COLPISCILO QUANDO È A TERRA
Metto su le cuffie dall'imbottitura rossa e il supporto sottile mi tira indietro i capelli. Pigio il tasto play sul walkman e il cd prende a girare ad alta velocità: Kick him when he's down degli Offspring mi ringhia nelle orecchie, crepitando contro i padiglioni.
Tampono il terreno della piazzola con le suole delle Adidas trasandate, pervasa da un innaturale senso di libertà. La musica mi guida in quella traversata tutt'altro che composta, spingendomi a scrollarmi di dosso il giogo dell'oppressione che mi ha schiacciata, violentata e soffocata negli ultimi due anni. Ballo agitando le braccia e la testa mentre, lentamente, una nube miasmatica di tossine traspira attraverso i pori della mia pelle e si disperde nell'aria. Mi sto purificando.
Qualcuno si affaccia alla finestra. Le parrocchiane appostate sulla scalinata della chiesa sussurrano qualcosa tra loro, sono così sconveniente, così folle. Eseguo una piroetta e, tra la polvere che ho sollevato da terra, alzo verso di loro il dito medio.
Quando le rivolte falliscono solo soltanto rivolte. Quando riescono, diventano rivoluzione.
Attraverso la piazza in corsa e salto tra le tracce delle auto che si annodano attorno al pozzo come fili di lana. Le percorro a braccia spalancate. L'acqua sgorgata dalle fogne non si è ancora asciugata e si allarga in pozzanghere che, riflettendo il cielo straordinariamente azzurro, pare facciano a brandelli la terra e ne mostrino il mondo sottostante, un luogo dove tutto è al contrario.
«Elettra!»
Alzo lo sguardo tenendomi in bilico su un piede solo, simile al funambolo che sta per compiere il salto senza alcuna rete. Il senso di leggerezza si infrange non appena incontro gli occhi turbolenti di Spina, che se ne sta lì, affacciato al balcone. Pare un condor giudicante. Ho imparato a conoscerlo a sufficienza da capire che è incazzato a morte.
«Cosa» dico.
«Sali. Adesso.»
Mi dà le spalle e rientra in casa senza neanche darmi il tempo di replicare. Getto fuori un sospiro e faccio in modo di placare quella furente euforia che, a quanto sembra, deve apparirgli di gran lunga fuori luogo.

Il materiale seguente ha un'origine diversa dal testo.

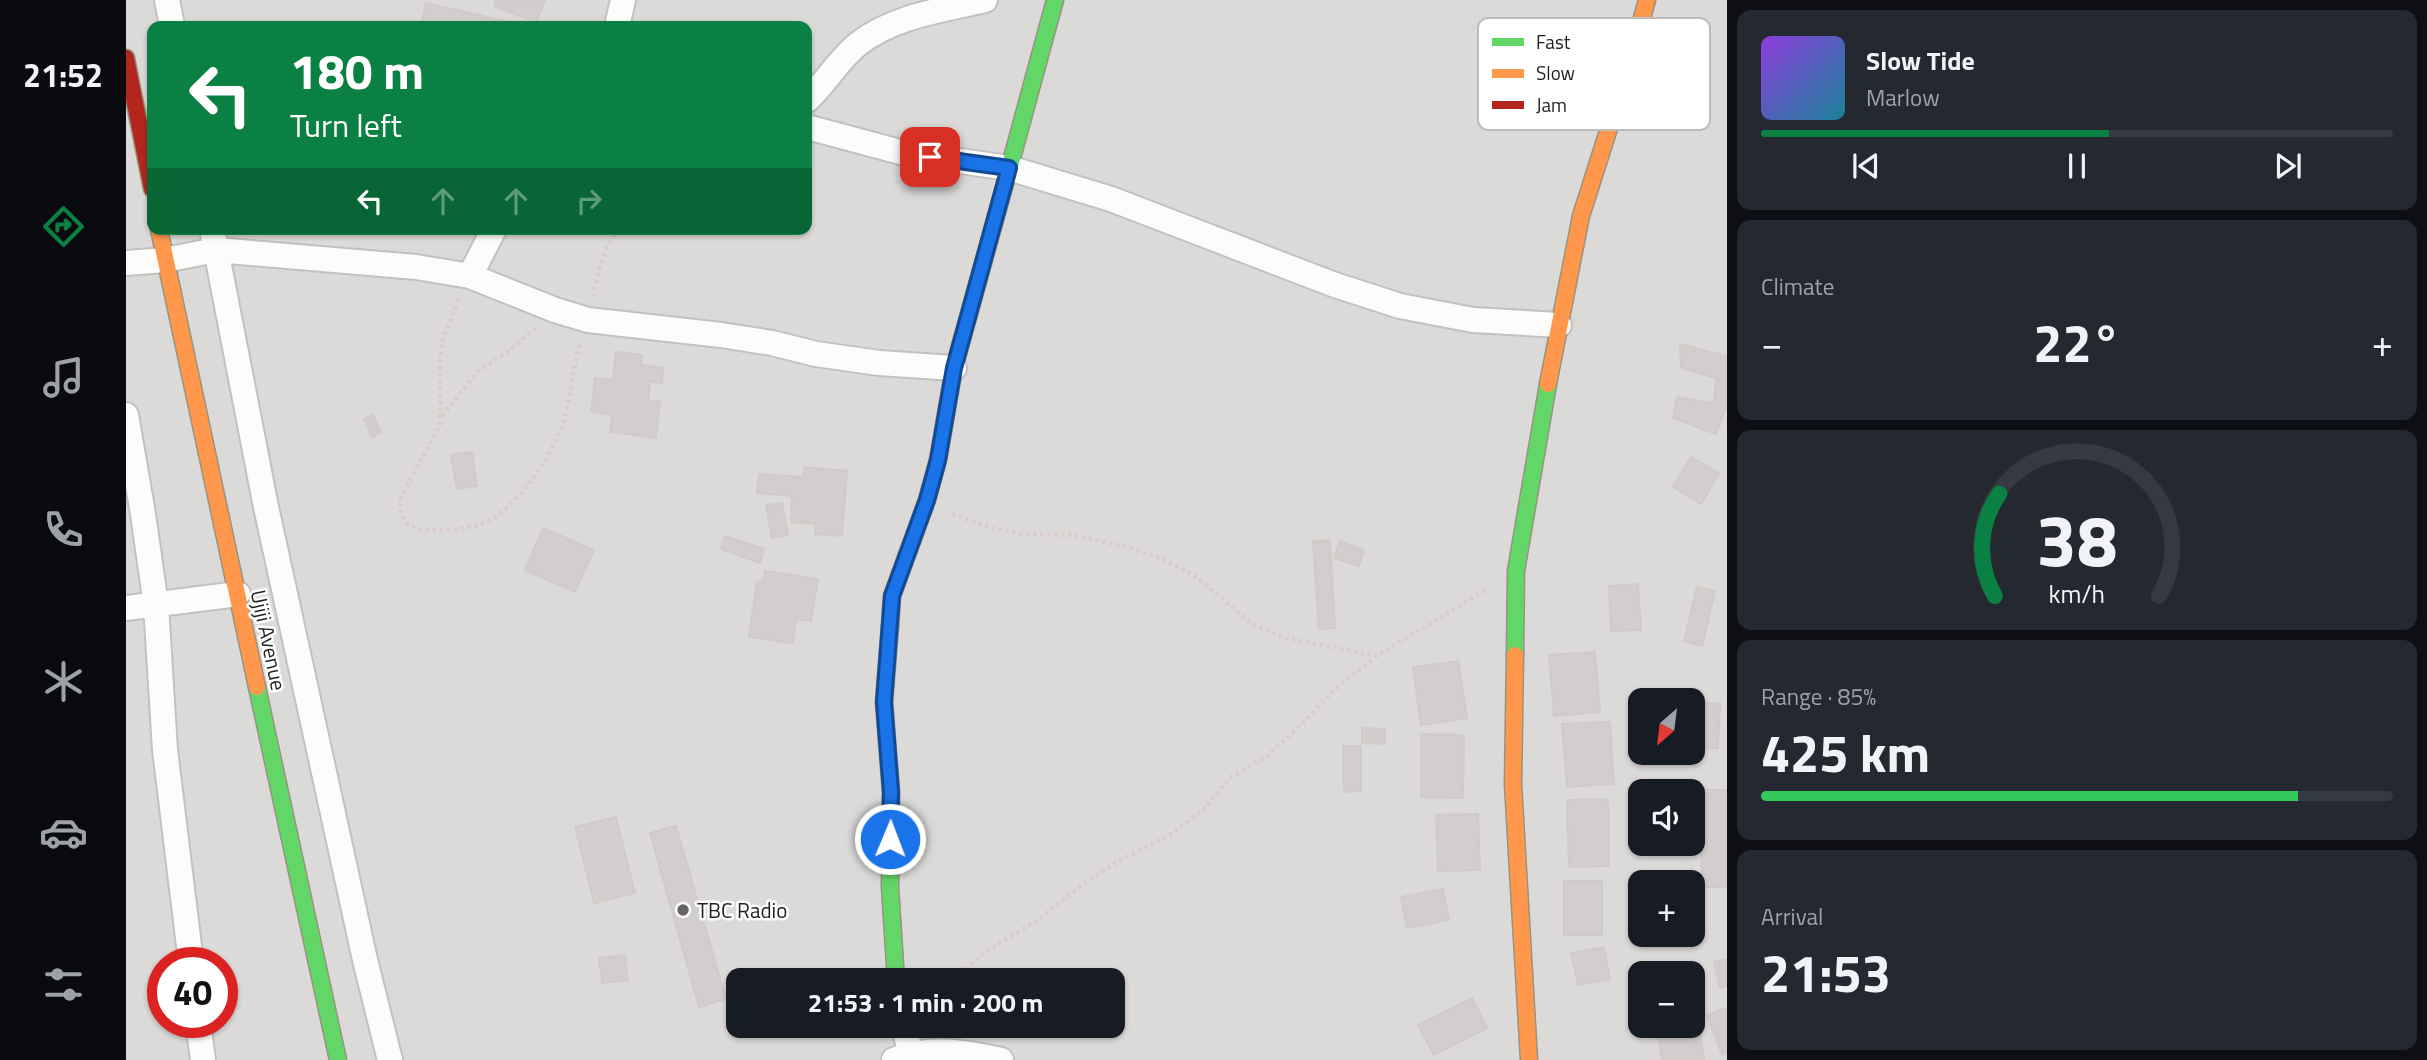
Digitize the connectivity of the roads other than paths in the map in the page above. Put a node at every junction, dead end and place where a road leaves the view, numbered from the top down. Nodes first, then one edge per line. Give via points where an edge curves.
1 (167, 0) edge
2 (623, 0) edge
3 (985, 0) edge
4 (1055, 0) edge
5 (1647, 0) edge
6 (1642, 18) edge
7 (171, 21) edge
8 (618, 21) edge
9 (126, 58) edge
10 (812, 94) edge
11 (133, 119) edge
12 (812, 128) edge
13 (1608, 130) edge
14 (1009, 168) junction
15 (147, 171) edge
16 (160, 235) edge
17 (491, 235) edge
18 (214, 240) edge
19 (165, 260) junction
20 (126, 263) edge
21 (470, 276) junction
22 (1559, 325) junction
23 (954, 368) junction
24 (126, 415) edge
25 (238, 594) junction
26 (156, 605) junction
27 (126, 608) edge
28 (189, 947) edge
29 (895, 968) edge
30 (200, 1038) edge
31 (904, 1038) edge
32 (905, 1058) edge
33 (203, 1060) edge
34 (338, 1060) edge
35 (390, 1060) edge
36 (1001, 1060) edge
37 (1529, 1060) edge

1 - 7 street
2 - 8 street
3 - 10 street via 885,27 836,65
4 - 14 street
5 - 6 street
9 - 11 street
11 - 15 street
12 - 14 street via 904,153
13 - 22 street via 1581,215
14 - 22 street via 1111,200 1400,306 1473,320
14 - 23 street
16 - 19 street, Ujiji Avenue
17 - 21 street
18 - 19 street
18 - 21 street
18 - 35 street via 265,508
19 - 20 street
19 - 25 street, Ujiji Avenue
21 - 23 street via 589,320 721,335 878,363
22 - 37 street via 1516,572 1513,784
23 - 29 street via 938,460 892,596 884,702
24 - 26 street
25 - 26 street
25 - 34 street, Ujiji Avenue
26 - 27 street
26 - 28 street via 166,750
30 - 33 street
31 - 32 street
32 - 36 street via 962,1052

Mi infilo nel portone nel momento in cui uno dei condomini se lo lascia alle spalle per portare il suo pitbull a farla nelle aiuole. Salgo i gradini a due a due fino al secondo piano, dove trovo la porta di ingresso socchiusa. Varco la soglia con la vivida consapevolezza che mi aspetterà un interrogatorio degno dei migliori polizieschi di serie B.
«Dove sei stata? Ho provato a chiamarti.»
Appunto.
Scarico il borsone a terra, lo faccio scivolare verso il divano con un calcio e butto la giacca sul divano. Lancio uno sguardo a Virgilio con aria particolarmente annoiata: «Sai, Spina Nel Fianco, questa cosa che appena non mi senti per cinque minuti ti trasformi nella mia babysitter comincia a essere stancante».

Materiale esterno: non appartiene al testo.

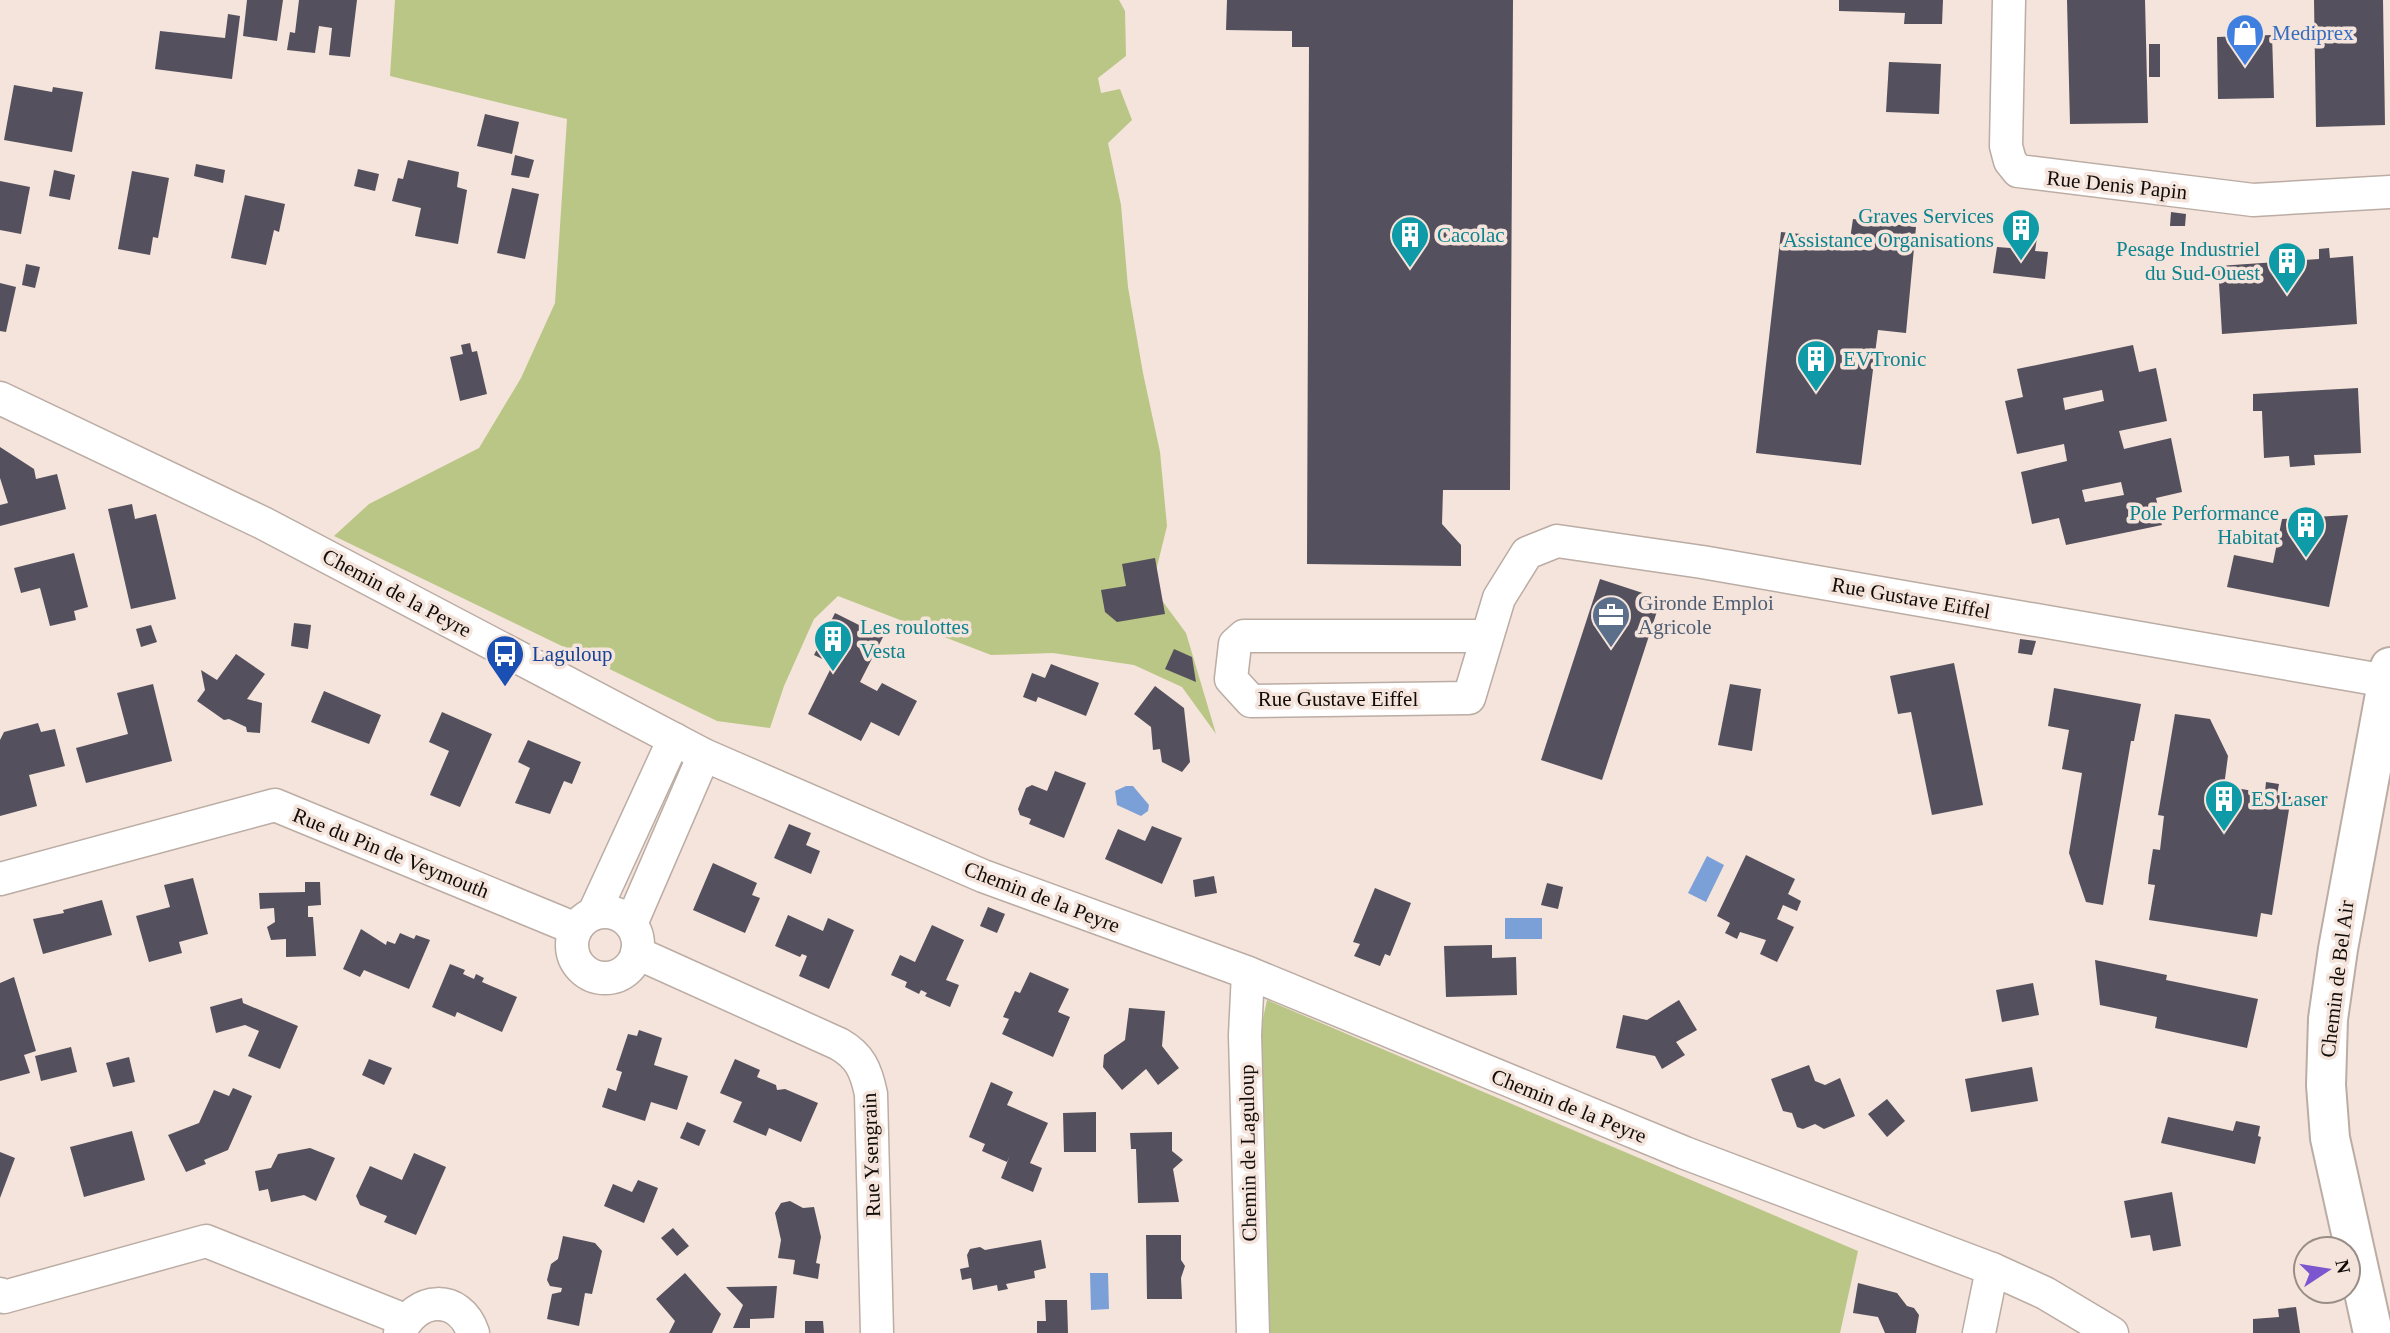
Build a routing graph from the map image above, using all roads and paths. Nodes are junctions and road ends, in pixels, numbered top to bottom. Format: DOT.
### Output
graph roads {
  1 [pos="2009,0"];
  2 [pos="2390,192"];
  3 [pos="0,398"];
  4 [pos="1487,636"];
  5 [pos="2389,674"];
  6 [pos="674,739"];
  7 [pos="704,755"];
  8 [pos="0,879"];
  9 [pos="585,921"];
  10 [pos="634,939"];
  11 [pos="1248,973"];
  12 [pos="1992,1269"];
  13 [pos="0,1294"];
  14 [pos="403,1326"];
  15 [pos="473,1333"];
  16 [pos="877,1333"];
  17 [pos="1253,1333"];
  18 [pos="1979,1333"];
  19 [pos="2112,1333"];
  20 [pos="2373,1333"];
  1 -- 2 [label="street, Rue Denis Papin"];
  3 -- 6 [label="street, Chemin de la Peyre"];
  4 -- 4 [label="street, Rue Gustave Eiffel"];
  4 -- 5 [label="street, Rue Gustave Eiffel"];
  5 -- 20 [label="street, Chemin de Bel Air"];
  6 -- 7 [label="street, Chemin de la Peyre"];
  6 -- 9 [label="street"];
  7 -- 10 [label="street"];
  7 -- 11 [label="street, Chemin de la Peyre"];
  8 -- 9 [label="street, Rue du Pin de Veymouth"];
  9 -- 10 [label="street"];
  9 -- 10 [label="street"];
  10 -- 16 [label="street, Rue Ysengrain"];
  11 -- 12 [label="street, Chemin de la Peyre"];
  11 -- 17 [label="street, Chemin de Laguloup"];
  12 -- 18 [label="street"];
  12 -- 19 [label="street, Chemin de la Peyre"];
  13 -- 14 [label="street"];
  14 -- 15 [label="street"];
}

«Ah, ma davvero? Mi dispiace di aver urtato la tua sensibilità, ma in caso non te ne fossi accorta ci eravamo dati appuntamento qui dopo essere scappati da un tipo che voleva tramutarci in un branco di scolapasta. Quindi te lo chiederò un'ultima volta: dove cazzo sei stata?»

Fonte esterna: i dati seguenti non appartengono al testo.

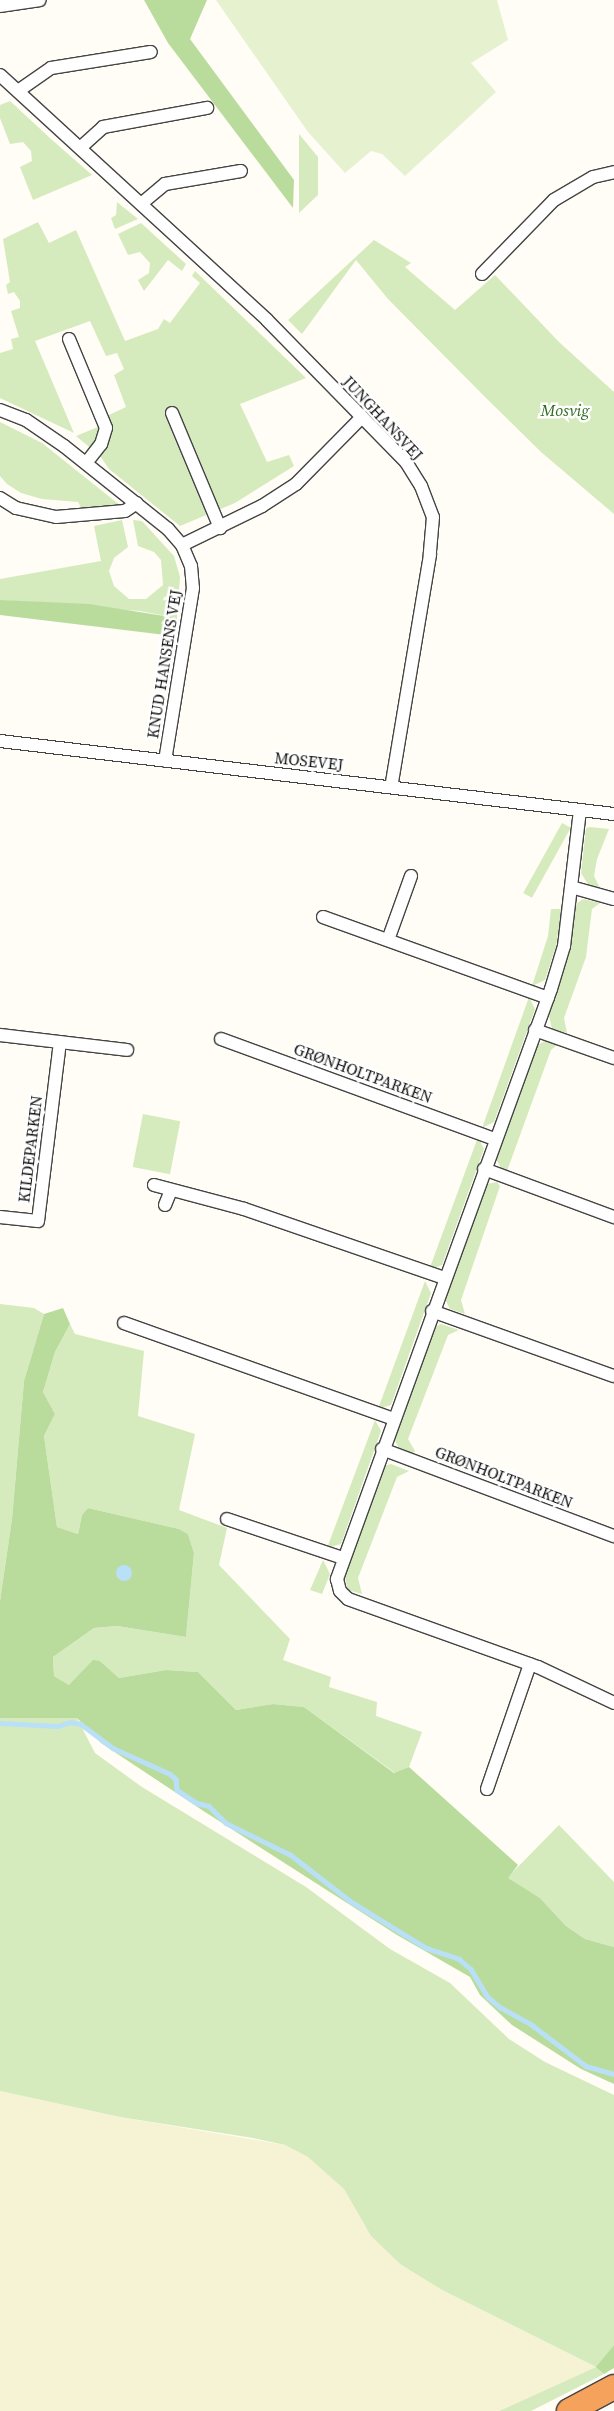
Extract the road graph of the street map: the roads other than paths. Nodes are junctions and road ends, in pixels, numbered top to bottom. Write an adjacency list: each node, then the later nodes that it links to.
1 (40, 0): 2 (street)
2 (0, 6)
3 (151, 52): 5 (street)
4 (0, 75): 5 (street, JUNGHANSVEJ)
5 (18, 91): 7 (street, JUNGHANSVEJ)
6 (207, 108): 7 (street)
7 (80, 148): 10 (street, JUNGHANSVEJ)
8 (241, 171): 10 (street)
9 (614, 172): 11 (street)
10 (141, 204): 15 (street, JUNGHANSVEJ)
11 (482, 274)
12 (69, 339): 16 (street)
13 (0, 410): 16 (street, KNUD HANSENS VEJ)
14 (172, 413): 19 (street)
15 (362, 417): 19 (street); 23 (street, JUNGHANSVEJ)
16 (86, 463): 18 (street, KNUD HANSENS VEJ)
17 (0, 498): 18 (street)
18 (137, 503): 20 (street, KNUD HANSENS VEJ)
19 (220, 528): 20 (street)
20 (182, 545): 22 (street, KNUD HANSENS VEJ)
21 (0, 741): 22 (street, MOSEVEJ)
22 (165, 761): 23 (street, MOSEVEJ)
23 (390, 787): 24 (street, MOSEVEJ)
24 (580, 810): 25 (street, MOSEVEJ); 27 (street)
25 (614, 814)
26 (412, 876): 30 (street)
27 (571, 887): 28 (street); 31 (street)
28 (614, 899)
29 (323, 917): 30 (street)
30 (388, 940): 31 (street)
31 (548, 998): 32 (street)
32 (536, 1030): 37 (street); 38 (street)
33 (0, 1034): 35 (street)
34 (221, 1038): 38 (street, GRØNHOLTPARKEN)
35 (60, 1042): 36 (street); 43 (street, KILDEPARKEN)
36 (127, 1050)
37 (614, 1058)
38 (494, 1139): 39 (street)
39 (484, 1169): 44 (street); 45 (street)
40 (154, 1186): 41 (street)
41 (171, 1190): 42 (street); 45 (street)
42 (165, 1205)
43 (0, 1217)
44 (614, 1217)
45 (444, 1278): 46 (street)
46 (432, 1311): 48 (street); 49 (street)
47 (124, 1323): 49 (street)
48 (614, 1376)
49 (393, 1419): 50 (street)
50 (382, 1449): 52 (street, GRØNHOLTPARKEN); 53 (street)
51 (227, 1519): 53 (street)
52 (614, 1536)
53 (343, 1558): 54 (street)
54 (530, 1664): 55 (street); 56 (street)
55 (614, 1703)
56 (487, 1789)
57 (614, 2387): 58 (highway)
58 (569, 2411)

È piuttosto logico che Virgilio Spina voglia rovinarmi la festa. La gioia della rivoluzione si esaurisce nella mia folle e squallida realtà fatta di violenza, folletti e pirati zingari in moto. Sposto lo sguardo su un Lalo che accarezza distrattamente Billy Idol, acciambellato sul bracciolo del divano in pelle, e un Tancredi che, sistemato sulla poltroncina a fianco, sfila gli occhiali e chiude la Bibbia di Zaccaria Della Vigna sulle gambe.
Già, Tancredi. Lui non sa di Jessica, non ancora.
«Sono... andata a casa.»
«A casa» scandisce Virgilio. «E, di grazia, questa brillante idea ti è venuta in mente perché...?»
«Perché lì c'era la mia roba. C'erano la mia roba, i miei soldi e la mia maledetta vita, Spina, ed ero stanca di lasciare che Diego facesse i suoi porci comodi continuando a sfruttarmi. L'ho fatto per me. Va bene?»
«Oh-oh» cantilena Lalo, mettendo su l'espressione di chi non vede l'ora di assistere alla puntata che aspetta da settimane.
Virgilio sibila qualcosa, che si scioglie in un esasperato cenno del capo. «Ho capito, vedo che con te è totalmente inutile. Fa' un po' come ti pare.»
«Sei serio? La chiudi così?» Lalo si imbroncia, senza sforzarsi troppo di mascherare la delusione.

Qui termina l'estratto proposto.